新し〜工場は洗濯工場である。ム所中の受刑者の服を洗うんである。っつても半分以上はムダ仕事っつ〜気がする。夕方工場から居室までわずか2〜300m程度を往復しただけのクツ下を毎日洗濯するんである。その程度なら2〜3日はいたって汚れたりしね〜と思うども、そんただまだまだ洗う必要ね〜だろと思うもんを、毎日せっせと洗うんである。ま〜洗うのは機械だども。そんでおらだ新入りの仕事はおもに洗濯乾燥し終った衣服を工場別に仕分けするんである。干場と言っておらより年上の受刑者もずい分沢山おる。仕事は簡単だども、簡単過ぎてヒマ。ヒマつぶしが一苦労なんである。仕分けする衣服を待つ間、ほうきやぞうきんを持って同じ場所を繰り返し繰り返 しそうじする。前の工場じゃ〜あとからあとからやることがあって、せかされる分だけ時間が経つのはあっという間だったども、ここじゃ〜時間が経つのが遅いったらありゃしね〜べ〜。

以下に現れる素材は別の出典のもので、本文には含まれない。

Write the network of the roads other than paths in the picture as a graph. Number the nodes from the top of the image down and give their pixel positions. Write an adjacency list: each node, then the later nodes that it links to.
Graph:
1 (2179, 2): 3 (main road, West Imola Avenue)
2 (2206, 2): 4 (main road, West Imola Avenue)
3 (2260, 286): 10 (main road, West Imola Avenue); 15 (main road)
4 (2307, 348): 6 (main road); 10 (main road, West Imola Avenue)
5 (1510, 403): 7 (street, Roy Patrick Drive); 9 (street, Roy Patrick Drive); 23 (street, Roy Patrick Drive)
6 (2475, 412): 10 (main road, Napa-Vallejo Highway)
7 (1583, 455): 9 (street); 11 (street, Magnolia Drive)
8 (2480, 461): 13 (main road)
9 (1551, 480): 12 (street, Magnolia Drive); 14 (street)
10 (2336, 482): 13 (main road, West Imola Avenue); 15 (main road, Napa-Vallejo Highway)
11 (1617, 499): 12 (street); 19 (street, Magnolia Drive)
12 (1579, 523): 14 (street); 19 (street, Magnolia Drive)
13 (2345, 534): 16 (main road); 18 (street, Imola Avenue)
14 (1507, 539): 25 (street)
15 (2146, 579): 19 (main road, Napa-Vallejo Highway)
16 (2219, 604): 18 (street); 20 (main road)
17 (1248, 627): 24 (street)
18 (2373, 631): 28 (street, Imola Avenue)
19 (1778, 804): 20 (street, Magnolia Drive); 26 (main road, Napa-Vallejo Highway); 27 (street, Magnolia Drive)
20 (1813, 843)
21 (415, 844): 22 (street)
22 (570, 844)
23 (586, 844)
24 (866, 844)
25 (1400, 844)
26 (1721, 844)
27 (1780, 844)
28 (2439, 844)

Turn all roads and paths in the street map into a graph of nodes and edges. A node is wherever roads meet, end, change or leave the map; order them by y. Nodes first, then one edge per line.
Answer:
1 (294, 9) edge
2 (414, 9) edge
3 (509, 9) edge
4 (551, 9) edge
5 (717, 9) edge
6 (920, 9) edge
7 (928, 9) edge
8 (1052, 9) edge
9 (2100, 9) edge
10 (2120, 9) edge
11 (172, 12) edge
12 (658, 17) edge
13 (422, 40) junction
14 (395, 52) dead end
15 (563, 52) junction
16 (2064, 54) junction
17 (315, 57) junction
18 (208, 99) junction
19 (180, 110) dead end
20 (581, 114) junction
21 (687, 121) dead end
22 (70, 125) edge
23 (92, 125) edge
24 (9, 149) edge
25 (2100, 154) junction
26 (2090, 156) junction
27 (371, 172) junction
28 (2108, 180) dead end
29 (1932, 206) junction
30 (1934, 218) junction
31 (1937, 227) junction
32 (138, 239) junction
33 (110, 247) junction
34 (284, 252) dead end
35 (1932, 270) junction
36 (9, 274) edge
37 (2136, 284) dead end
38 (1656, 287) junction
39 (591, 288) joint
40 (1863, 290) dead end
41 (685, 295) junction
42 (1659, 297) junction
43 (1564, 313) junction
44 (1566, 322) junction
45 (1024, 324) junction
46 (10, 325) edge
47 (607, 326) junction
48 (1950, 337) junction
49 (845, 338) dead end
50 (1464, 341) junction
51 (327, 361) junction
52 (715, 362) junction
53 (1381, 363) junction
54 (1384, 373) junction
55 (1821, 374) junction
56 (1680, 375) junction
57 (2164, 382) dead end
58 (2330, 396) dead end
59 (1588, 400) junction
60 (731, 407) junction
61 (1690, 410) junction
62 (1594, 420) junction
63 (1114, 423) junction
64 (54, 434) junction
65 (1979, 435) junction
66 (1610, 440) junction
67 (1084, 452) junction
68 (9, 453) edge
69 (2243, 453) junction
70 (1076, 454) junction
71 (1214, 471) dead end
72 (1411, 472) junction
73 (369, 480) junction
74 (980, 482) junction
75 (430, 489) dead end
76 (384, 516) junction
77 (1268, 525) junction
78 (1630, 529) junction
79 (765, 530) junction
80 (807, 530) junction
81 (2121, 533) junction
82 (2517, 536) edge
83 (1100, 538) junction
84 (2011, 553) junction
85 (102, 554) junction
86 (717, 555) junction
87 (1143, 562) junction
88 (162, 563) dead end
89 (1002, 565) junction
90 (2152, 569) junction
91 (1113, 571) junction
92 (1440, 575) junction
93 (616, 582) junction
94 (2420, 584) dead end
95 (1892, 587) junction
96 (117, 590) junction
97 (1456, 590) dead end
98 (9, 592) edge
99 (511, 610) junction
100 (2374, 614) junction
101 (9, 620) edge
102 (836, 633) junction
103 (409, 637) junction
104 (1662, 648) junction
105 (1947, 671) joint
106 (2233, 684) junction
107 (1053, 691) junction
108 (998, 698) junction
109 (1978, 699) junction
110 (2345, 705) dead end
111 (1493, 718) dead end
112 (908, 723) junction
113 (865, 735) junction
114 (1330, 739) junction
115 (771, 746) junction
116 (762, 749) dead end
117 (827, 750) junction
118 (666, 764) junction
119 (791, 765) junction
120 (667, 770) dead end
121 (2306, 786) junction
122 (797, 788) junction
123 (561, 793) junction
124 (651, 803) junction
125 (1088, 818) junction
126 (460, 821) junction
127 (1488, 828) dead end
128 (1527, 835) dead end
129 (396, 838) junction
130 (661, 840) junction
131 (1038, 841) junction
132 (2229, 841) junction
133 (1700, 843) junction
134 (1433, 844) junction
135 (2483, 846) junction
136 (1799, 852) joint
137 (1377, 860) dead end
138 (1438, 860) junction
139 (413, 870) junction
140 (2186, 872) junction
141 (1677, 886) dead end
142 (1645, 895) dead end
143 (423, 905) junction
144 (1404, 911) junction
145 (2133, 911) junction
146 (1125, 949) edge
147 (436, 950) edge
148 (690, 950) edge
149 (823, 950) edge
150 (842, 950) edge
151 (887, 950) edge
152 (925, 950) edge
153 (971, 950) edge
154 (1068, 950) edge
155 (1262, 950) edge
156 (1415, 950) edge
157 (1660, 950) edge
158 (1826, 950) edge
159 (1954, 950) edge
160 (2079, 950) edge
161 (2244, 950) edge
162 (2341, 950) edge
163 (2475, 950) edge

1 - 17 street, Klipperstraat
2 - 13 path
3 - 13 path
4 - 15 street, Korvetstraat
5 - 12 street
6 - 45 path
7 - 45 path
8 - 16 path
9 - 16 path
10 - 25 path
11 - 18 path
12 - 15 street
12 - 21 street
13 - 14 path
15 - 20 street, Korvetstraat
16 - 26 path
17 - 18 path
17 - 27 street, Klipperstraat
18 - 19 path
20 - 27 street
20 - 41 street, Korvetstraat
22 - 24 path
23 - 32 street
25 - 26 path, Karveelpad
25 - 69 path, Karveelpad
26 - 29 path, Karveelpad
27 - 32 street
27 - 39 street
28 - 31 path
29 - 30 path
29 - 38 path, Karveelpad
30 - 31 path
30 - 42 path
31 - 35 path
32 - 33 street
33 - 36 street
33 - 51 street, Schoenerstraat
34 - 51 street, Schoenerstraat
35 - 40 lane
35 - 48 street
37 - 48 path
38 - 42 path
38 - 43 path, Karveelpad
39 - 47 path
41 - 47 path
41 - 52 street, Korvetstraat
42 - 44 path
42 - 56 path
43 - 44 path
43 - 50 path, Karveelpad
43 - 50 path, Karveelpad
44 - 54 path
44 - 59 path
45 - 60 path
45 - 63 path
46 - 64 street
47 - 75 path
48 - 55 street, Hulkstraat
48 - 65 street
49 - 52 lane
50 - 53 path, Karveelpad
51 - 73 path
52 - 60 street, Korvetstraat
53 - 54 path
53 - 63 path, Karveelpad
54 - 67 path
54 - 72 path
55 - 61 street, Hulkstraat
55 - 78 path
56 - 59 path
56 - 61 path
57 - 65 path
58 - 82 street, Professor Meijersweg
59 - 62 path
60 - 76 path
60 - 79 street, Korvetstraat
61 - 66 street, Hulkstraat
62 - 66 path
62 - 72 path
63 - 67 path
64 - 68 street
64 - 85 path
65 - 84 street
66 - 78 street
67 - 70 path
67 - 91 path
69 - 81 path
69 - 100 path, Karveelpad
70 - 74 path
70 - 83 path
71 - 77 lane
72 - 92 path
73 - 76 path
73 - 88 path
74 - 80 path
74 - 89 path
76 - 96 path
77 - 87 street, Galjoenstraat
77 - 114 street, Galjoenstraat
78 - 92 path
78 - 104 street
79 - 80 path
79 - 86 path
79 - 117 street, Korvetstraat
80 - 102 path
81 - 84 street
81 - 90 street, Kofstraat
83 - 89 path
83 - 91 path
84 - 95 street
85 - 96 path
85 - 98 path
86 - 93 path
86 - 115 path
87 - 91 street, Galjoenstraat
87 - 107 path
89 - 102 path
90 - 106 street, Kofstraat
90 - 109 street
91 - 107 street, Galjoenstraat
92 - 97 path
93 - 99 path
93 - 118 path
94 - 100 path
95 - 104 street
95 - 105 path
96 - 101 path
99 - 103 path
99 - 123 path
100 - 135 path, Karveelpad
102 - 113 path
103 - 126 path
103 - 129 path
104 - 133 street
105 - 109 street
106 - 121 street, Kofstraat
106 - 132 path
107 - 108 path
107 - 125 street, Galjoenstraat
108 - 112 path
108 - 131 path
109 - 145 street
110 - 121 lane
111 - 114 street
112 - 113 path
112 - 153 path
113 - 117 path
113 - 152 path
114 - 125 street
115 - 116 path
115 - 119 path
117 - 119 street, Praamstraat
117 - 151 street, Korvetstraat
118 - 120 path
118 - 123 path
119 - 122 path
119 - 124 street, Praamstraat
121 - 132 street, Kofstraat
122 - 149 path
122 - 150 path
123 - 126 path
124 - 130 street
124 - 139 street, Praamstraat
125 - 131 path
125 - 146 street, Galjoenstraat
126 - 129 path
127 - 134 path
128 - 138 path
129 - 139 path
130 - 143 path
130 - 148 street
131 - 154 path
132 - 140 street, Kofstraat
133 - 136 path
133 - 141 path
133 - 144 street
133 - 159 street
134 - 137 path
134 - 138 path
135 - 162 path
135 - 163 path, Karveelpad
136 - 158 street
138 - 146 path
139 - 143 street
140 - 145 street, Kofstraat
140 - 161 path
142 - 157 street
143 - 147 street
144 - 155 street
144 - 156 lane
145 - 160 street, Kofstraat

それでも前の工場よりよっぽどいいと思う。ボンドなんつ〜体に悪いもん触れる必要ね〜し、屋外作業だから空が見れるし、歩き回れる。この工場に来て初めて石鎚山を見ることができるよ〜になった。受刑者は限られた景色しか見れんのである。
担当官もおら的にゃ〜前よかずっと楽。前の担当はうるさかった。やれ行進がズレとるの手が曲がっとるのってしつこいったらありゃしなかったべ〜。じ〜さんが多いから何かとせかされることもない。前の工場に比べりゃここは天国である。
とはいえ油断は禁 物だべ〜。気を引きしめて新たな独居生活をしばらくはタンノウするべ〜。